Bill was in love with words and instilled that love in his sons. Christy, Bill’s eldest son by his first marriage, led the tribute speaking eloquently about a life lived to the full and about the career path that Bill might have followed had music not intervened. Bill had studied Languages for Business at Manchester College of Technology. He spoke fluently in several languages and was heading for a career in business. But, running a folk club in Bilston he met Taffy Thomas and joined his Magic Lantern, a theatre group that illustrated folk songs with shadow puppets and which was at the forefront of street theatre in England. Life as a professional musician around the folk clubs followed, but theatre continued to feature in Bill's work. He was a member of the Albion Band and Home Service during both ensembles' glory years at the National Theatre.  He was generous musically, never stinting on praise of other musicians, and he loved to collaborate. 

I’m hardly qualified to go into the detail of Bill’s life and much has been written elsewhere, so I’ll take a more personal approach. I’ll also borrow words from someone who encountered Bill somewhere along the journey - Julie Henigan, a singer from America who got to know Bill during her time over here. “Wordplay, even in casual conversation, was the medium in which Bill swam; and whether the subject was serious or light, he generally - and, I think, unconsciously - used the most apt words to convey his meaning. I think that's a large part of what made him such a great wordsmith where song writing was concerned: he crafted his songs so carefully that each one encapsulated a little world of its own - always complemented perfectly by his gorgeous melodies, his evocative singing and his fabulous mastery of the twelve-string guitar.”
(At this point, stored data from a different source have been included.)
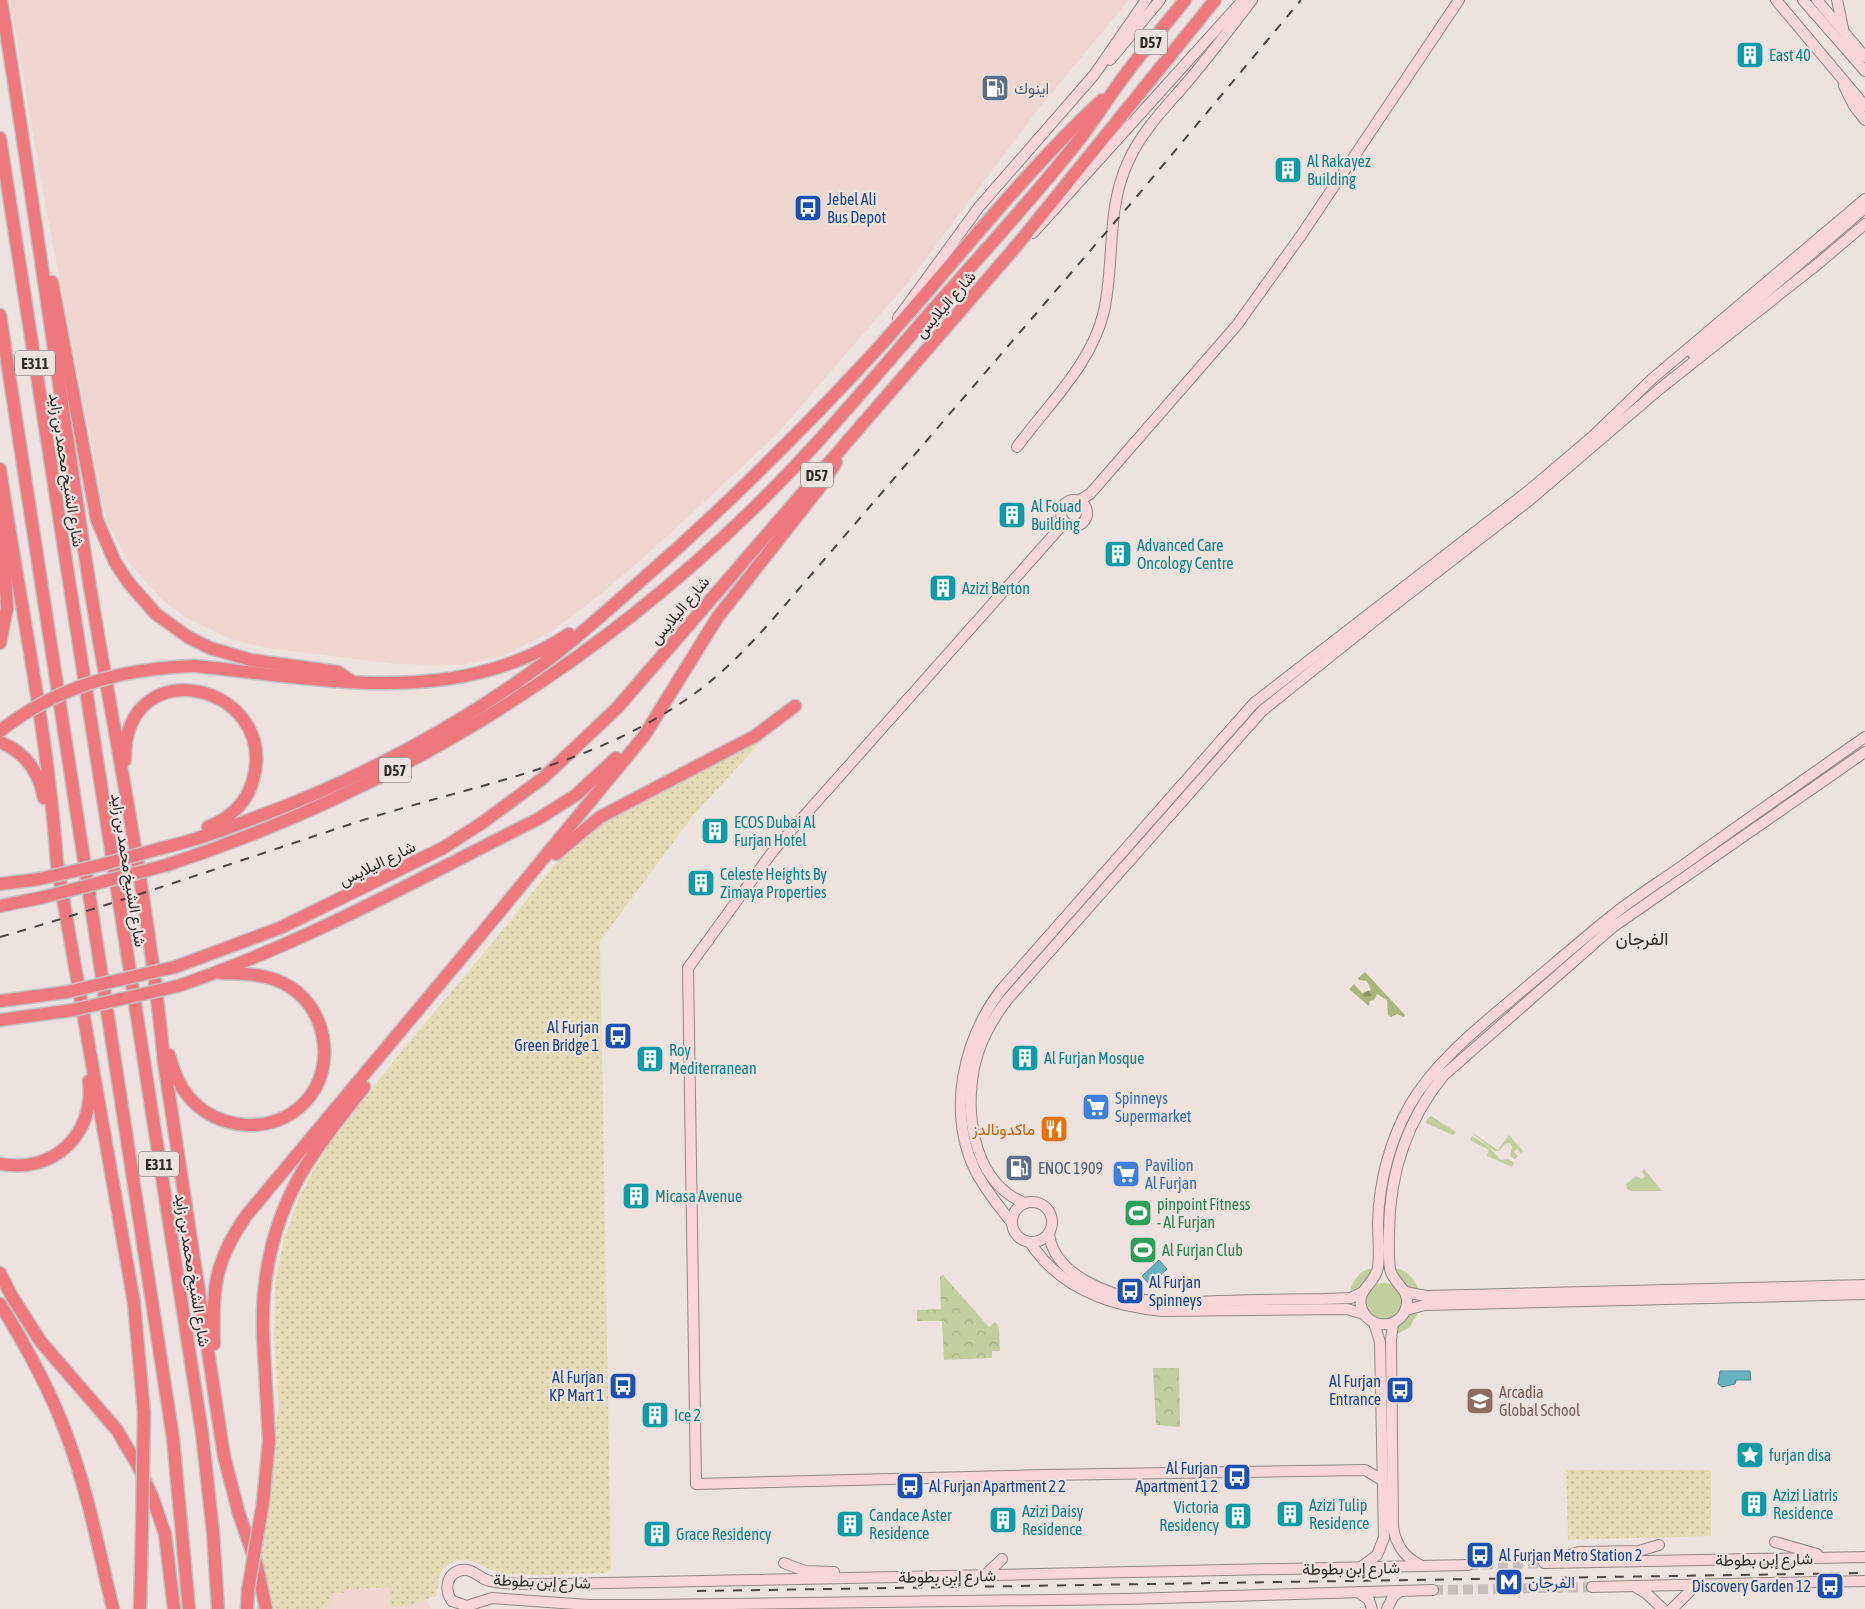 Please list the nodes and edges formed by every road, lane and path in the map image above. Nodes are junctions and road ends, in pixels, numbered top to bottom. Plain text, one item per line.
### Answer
1 (0, 0) edge
2 (1146, 0) edge
3 (1160, 0) edge
4 (1185, 0) edge
5 (1215, 0) edge
6 (1243, 0) edge
7 (1252, 0) edge
8 (1459, 0) edge
9 (1776, 0) edge
10 (1803, 0) edge
11 (1817, 0) edge
12 (1837, 0) edge
13 (1844, 32) junction
14 (1865, 57) edge
15 (1101, 67) junction
16 (1864, 71) edge
17 (1841, 78) junction
18 (1118, 84) junction
19 (1865, 96) edge
20 (1865, 106) edge
21 (1865, 120) edge
22 (0, 138) edge
23 (1865, 199) edge
24 (1865, 208) edge
25 (36, 221) junction
26 (1865, 224) edge
27 (1018, 244) junction
28 (0, 315) edge
29 (879, 346) junction
30 (1662, 387) junction
31 (842, 446) junction
32 (1017, 447) dead end
33 (0, 468) edge
34 (3, 489) junction
35 (1081, 504) junction
36 (1065, 522) junction
37 (616, 602) junction
38 (0, 643) edge
39 (353, 682) junction
40 (663, 701) junction
41 (795, 706) dead end
42 (0, 731) edge
43 (1865, 737) edge
44 (0, 742) edge
45 (1865, 752) edge
46 (129, 812) junction
47 (56, 845) junction
48 (177, 845) junction
49 (536, 868) junction
50 (2, 883) edge
51 (0, 906) edge
52 (1079, 910) junction
53 (215, 973) junction
54 (0, 1001) edge
55 (158, 1006) junction
56 (24, 1018) junction
57 (0, 1020) edge
58 (86, 1021) junction
59 (0, 1026) edge
60 (388, 1046) junction
61 (0, 1164) edge
62 (1025, 1203) junction
63 (1012, 1223) junction
64 (1049, 1234) junction
65 (1030, 1242) junction
66 (1, 1275) edge
67 (1371, 1282) junction
68 (1397, 1282) junction
69 (1865, 1285) edge
70 (1363, 1292) junction
71 (1405, 1292) junction
72 (1865, 1294) edge
73 (0, 1304) edge
74 (1406, 1310) junction
75 (1364, 1314) junction
76 (1374, 1323) junction
77 (1393, 1323) junction
78 (215, 1399) junction
79 (1382, 1480) junction
80 (1775, 1542) dead end
81 (1659, 1545) dead end
82 (1827, 1557) junction
83 (1865, 1557) edge
84 (1002, 1559) dead end
85 (1564, 1562) junction
86 (784, 1563) dead end
87 (1544, 1563) tunnel mouth
88 (1468, 1565) tunnel mouth
89 (1422, 1566) junction
90 (1360, 1568) junction
91 (984, 1576) junction
92 (862, 1578) junction
93 (1865, 1581) edge
94 (1696, 1585) junction
95 (1633, 1586) junction
96 (1592, 1587) tunnel mouth
97 (1433, 1590) tunnel mouth
98 (1400, 1591) junction
99 (1358, 1592) junction
100 (602, 1605) junction
101 (648, 1605) junction
102 (113, 1609) edge
103 (140, 1609) edge
104 (174, 1609) edge
105 (189, 1609) edge
106 (218, 1609) edge
107 (246, 1609) edge
108 (266, 1609) edge
109 (612, 1609) edge
110 (637, 1609) edge
111 (1372, 1609) edge
112 (1388, 1609) edge
113 (1663, 1609) edge
114 (1672, 1609) edge

1 - 25 highway
2 - 15 street
3 - 15 street
4 - 18 highway, شارع اليلايس / D57
5 - 27 highway, شارع اليلايس / D57
6 - 27 street
7 - 32 street
8 - 35 street
9 - 17 street
10 - 16 street
11 - 13 street
12 - 13 street
13 - 14 street
15 - 29 street
17 - 19 street
17 - 20 street
17 - 21 street
18 - 29 highway
18 - 51 highway, شارع اليلايس / D57, bridge
22 - 106 highway, شارع الشيخ محمد بن زايد / E311
23 - 52 street
24 - 30 street
25 - 39 highway
25 - 46 highway
26 - 30 street
27 - 31 highway, شارع اليلايس / D57
28 - 105 highway, E311
29 - 37 highway
30 - 52 street
31 - 40 highway
31 - 54 highway, شارع اليلايس / D57, bridge
33 - 34 highway
34 - 38 highway
34 - 47 highway
35 - 36 street
35 - 36 street
36 - 79 street
37 - 39 highway
37 - 48 highway
39 - 42 highway, bridge
40 - 49 highway
40 - 53 highway
41 - 49 highway
43 - 67 street
44 - 47 highway
45 - 68 street
46 - 48 highway
46 - 55 highway
47 - 58 highway
48 - 50 highway, bridge
49 - 60 highway
52 - 62 street
52 - 63 street
53 - 55 highway
53 - 56 highway, bridge
55 - 78 highway
56 - 57 highway
56 - 59 highway
58 - 61 highway
58 - 103 highway, bridge
60 - 78 highway
60 - 107 highway, bridge
62 - 63 street
62 - 64 street
63 - 65 street
64 - 65 street
64 - 70 street
65 - 75 street
66 - 104 highway
67 - 68 street
67 - 70 street
68 - 71 street
69 - 71 street
70 - 75 street
71 - 74 street
72 - 74 street
73 - 102 highway
74 - 77 street
75 - 76 street
76 - 77 street
76 - 79 street
77 - 89 street
78 - 108 highway
79 - 90 street
80 - 82 street
81 - 85 street
82 - 83 street, شارع إبن بطوطة
82 - 85 street, شارع إبن بطوطة
84 - 91 street
85 - 87 street, شارع إبن بطوطة
86 - 92 street
88 - 89 street, شارع إبن بطوطة
89 - 90 street, شارع إبن بطوطة
90 - 91 street, شارع إبن بطوطة
91 - 92 street, شارع إبن بطوطة
92 - 100 street, شارع إبن بطوطة
93 - 94 street, شارع إبن بطوطة
94 - 95 street, شارع إبن بطوطة
94 - 114 street
95 - 96 street, شارع إبن بطوطة
95 - 113 street
97 - 98 street, شارع إبن بطوطة
98 - 99 street, شارع إبن بطوطة
98 - 112 street
99 - 101 street, شارع إبن بطوطة
99 - 111 street
100 - 101 street, شارع إبن بطوطة
100 - 109 street
101 - 110 street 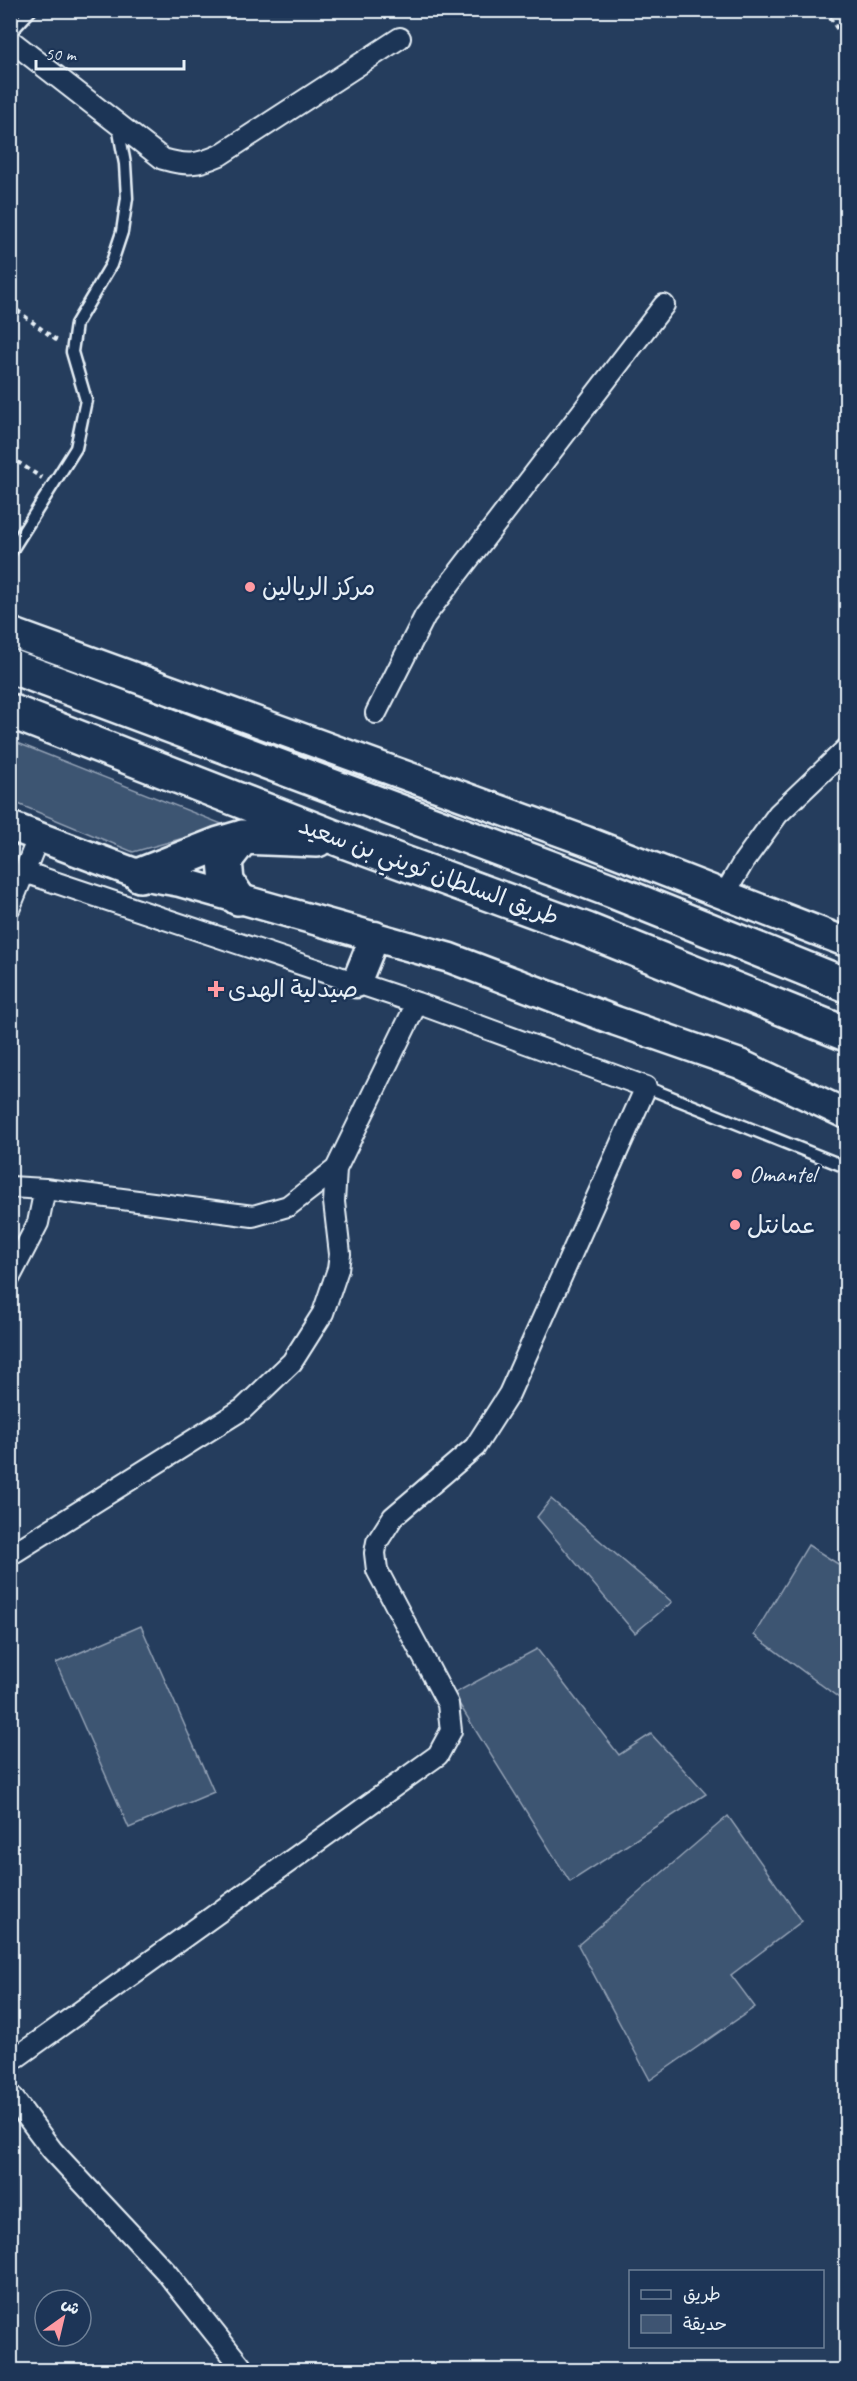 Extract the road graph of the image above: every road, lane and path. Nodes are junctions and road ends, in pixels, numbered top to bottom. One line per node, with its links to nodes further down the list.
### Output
1 (31, 10): 3 (lane)
2 (825, 10): 6 (path)
3 (10, 33)
4 (400, 38): 7 (street)
5 (10, 40): 7 (street)
6 (846, 42)
7 (118, 124): 10 (lane)
8 (10, 305): 10 (path)
9 (664, 305): 17 (street)
10 (72, 352): 12 (lane)
11 (10, 456): 12 (path)
12 (53, 486): 13 (lane)
13 (10, 553)
14 (10, 632): 25 (street)
15 (10, 666): 31 (highway, طريق السلطان ثويني بن سعيد)
16 (10, 711): 22 (highway, طريق السلطان ثويني بن سعيد)
17 (375, 713)
18 (846, 749): 25 (street)
19 (10, 826): 21 (street)
20 (243, 837): 22 (highway); 24 (highway); 26 (highway)
21 (38, 838): 23 (street); 24 (street)
22 (345, 842): 33 (highway, طريق السلطان ثويني بن سعيد)
23 (24, 872): 27 (street); 30 (street)
24 (140, 875): 26 (street)
25 (724, 895): 29 (street)
26 (238, 898): 28 (street)
27 (10, 907)
28 (375, 936): 30 (street); 35 (street)
29 (846, 942)
30 (356, 983): 32 (street)
31 (846, 985)
32 (417, 1003): 34 (street); 37 (street)
33 (846, 1034)
34 (646, 1087): 36 (lane); 42 (street)
35 (846, 1114)
36 (846, 1167)
37 (336, 1169): 39 (street); 41 (street)
38 (10, 1187): 39 (street)
39 (45, 1189): 40 (street)
40 (10, 1277)
41 (10, 1555)
42 (10, 2061)
43 (10, 2094): 44 (street)
44 (244, 2370)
John O' Dreams, Bill's best-known song, was what drew me compellingly to his funeral, but quite how is a story for another time.  Bill knew that he was ill and had mused at one point, “Who will sing John O’ Dreams at my funeral?”  The answer was ‘we all did’.  Bill had carefully chosen the music to be played at his funeral, giving everyone time to reflect on their own thoughts and memories.  The whole assembly was then led in a rendition of John O’ Dreams by his friend John Richards, accompanied by Phil Beer. Rarely could the words of the song be so appropriate to the occasion.